The Information Sage by Joshua Yaffa | The Washington Monthly
▻http://www.washingtonmonthly.com/magazine/mayjune_2011/features/the_information_sage029137.php?page=all
Alors : un long portrait de celui qu’on appelle le gourou de la visualisation, Edward Tufte. A lire et à discuter.
One day in the spring of 2009, Edward Tufte, the statistician and graphic design theorist, took the train from his home in Cheshire, Connecticut, to Washington, D.C., for a meeting with a few members of the Obama administration. A few weeks earlier, he had received a phone call from Earl Devaney, a former inspector general in the Department of the Interior, who is best known for leading that agency’s investigation of the lobbyist Jack Abramoff. Devaney had recently been appointed head of the Recovery Act Accountability and Transparency Board, the body created by the Obama administration to keep track of the $780 billion in federal stimulus money that has spread out across the country.

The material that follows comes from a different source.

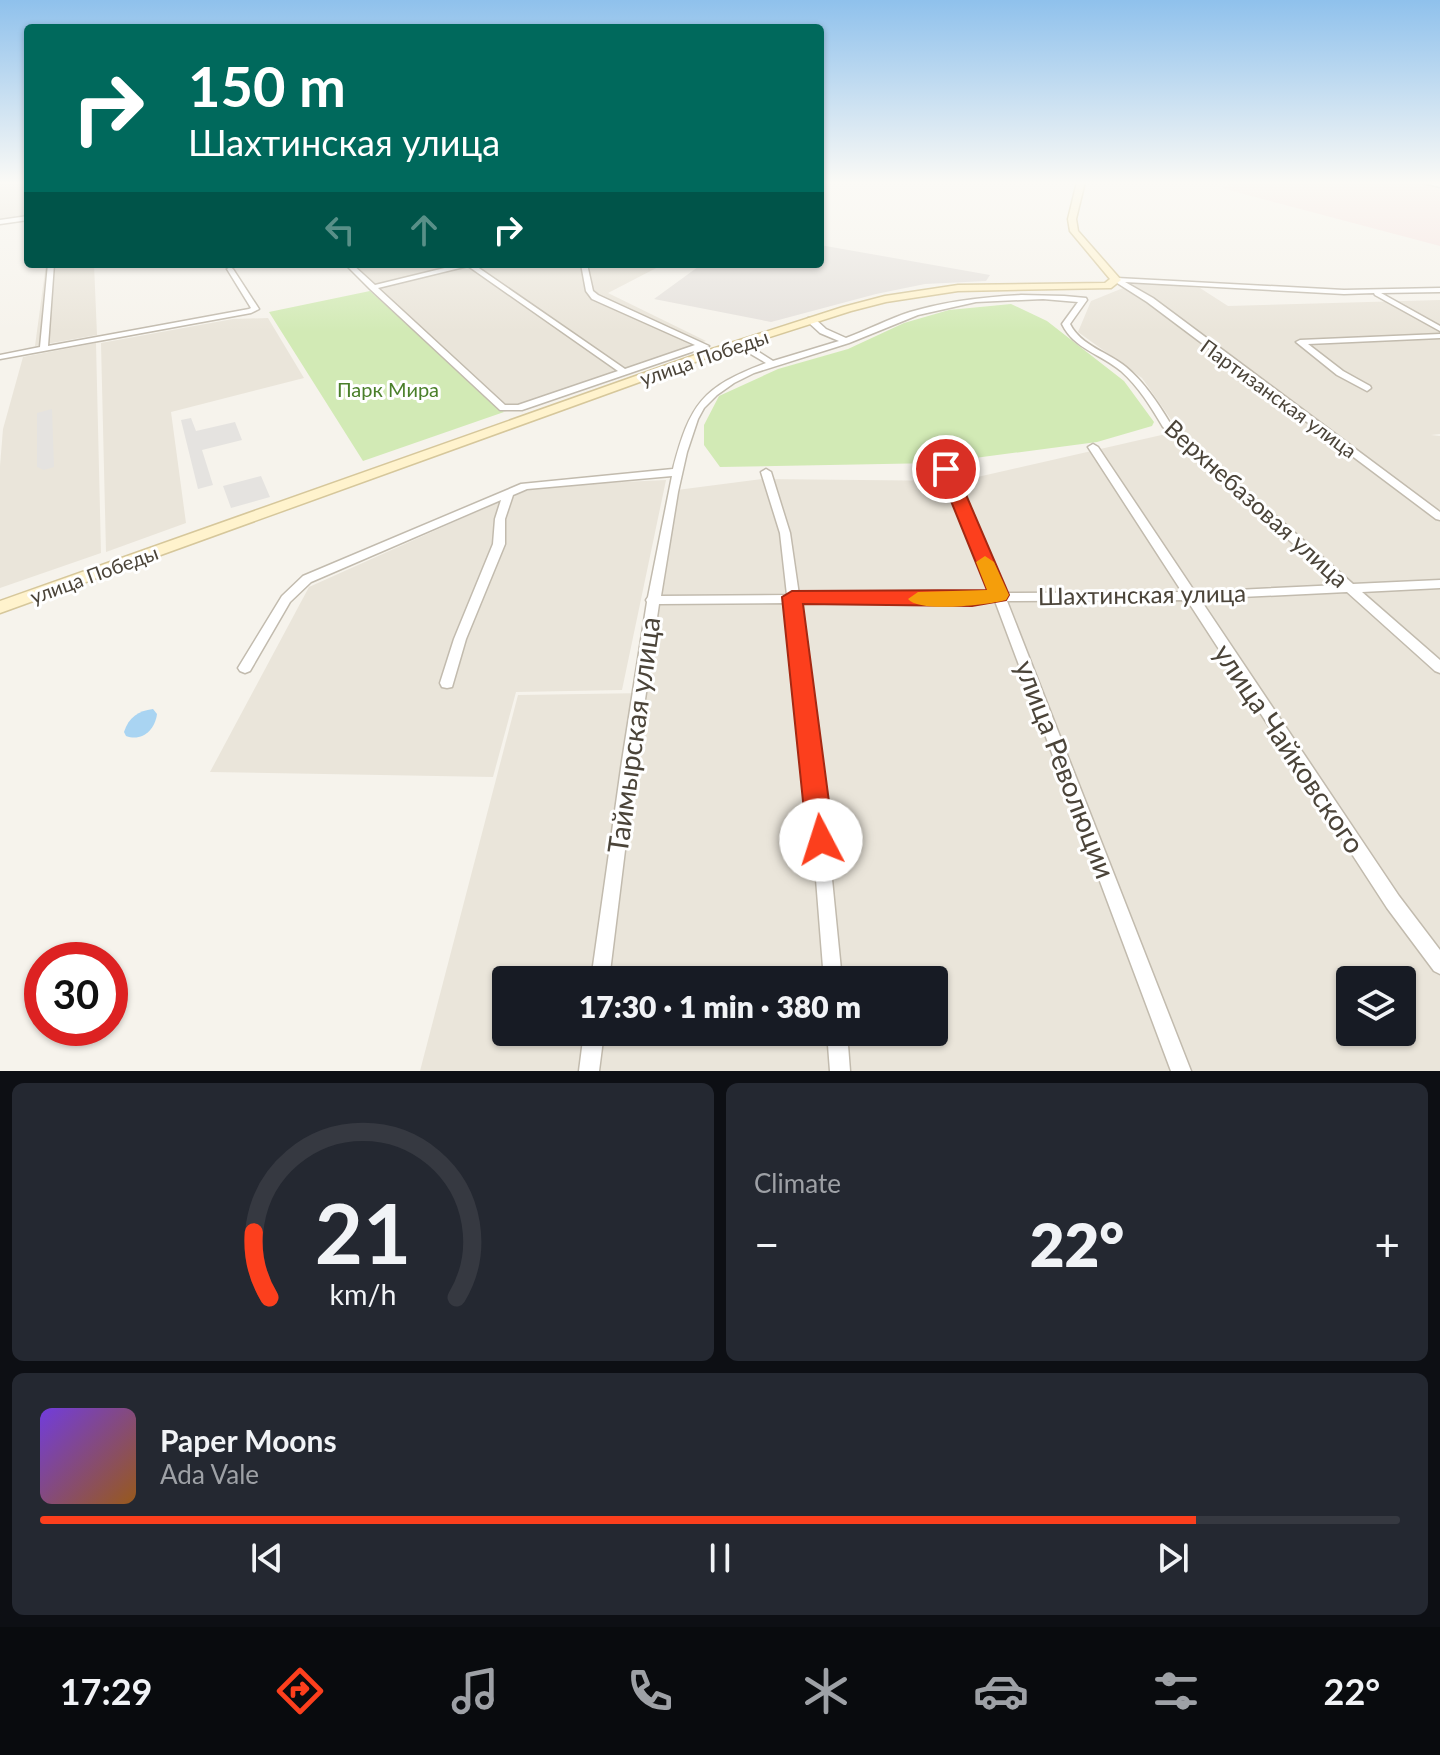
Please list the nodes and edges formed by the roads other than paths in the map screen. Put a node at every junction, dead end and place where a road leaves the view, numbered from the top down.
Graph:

Whereas Devaney once led a team of professional investigators responsible for sniffing out waste, fraud, and abuse, he was now faced with a rather different, but related, task: designing a Web site. In the stimulus bill, Congress had called for the creation of “user-friendly visual presentations” of data that would allow the American public to watch over the disbursement of the giant funding package. This wasn’t exactly familiar territory for Devaney, a career lawman. Perhaps Tufte could offer some advice?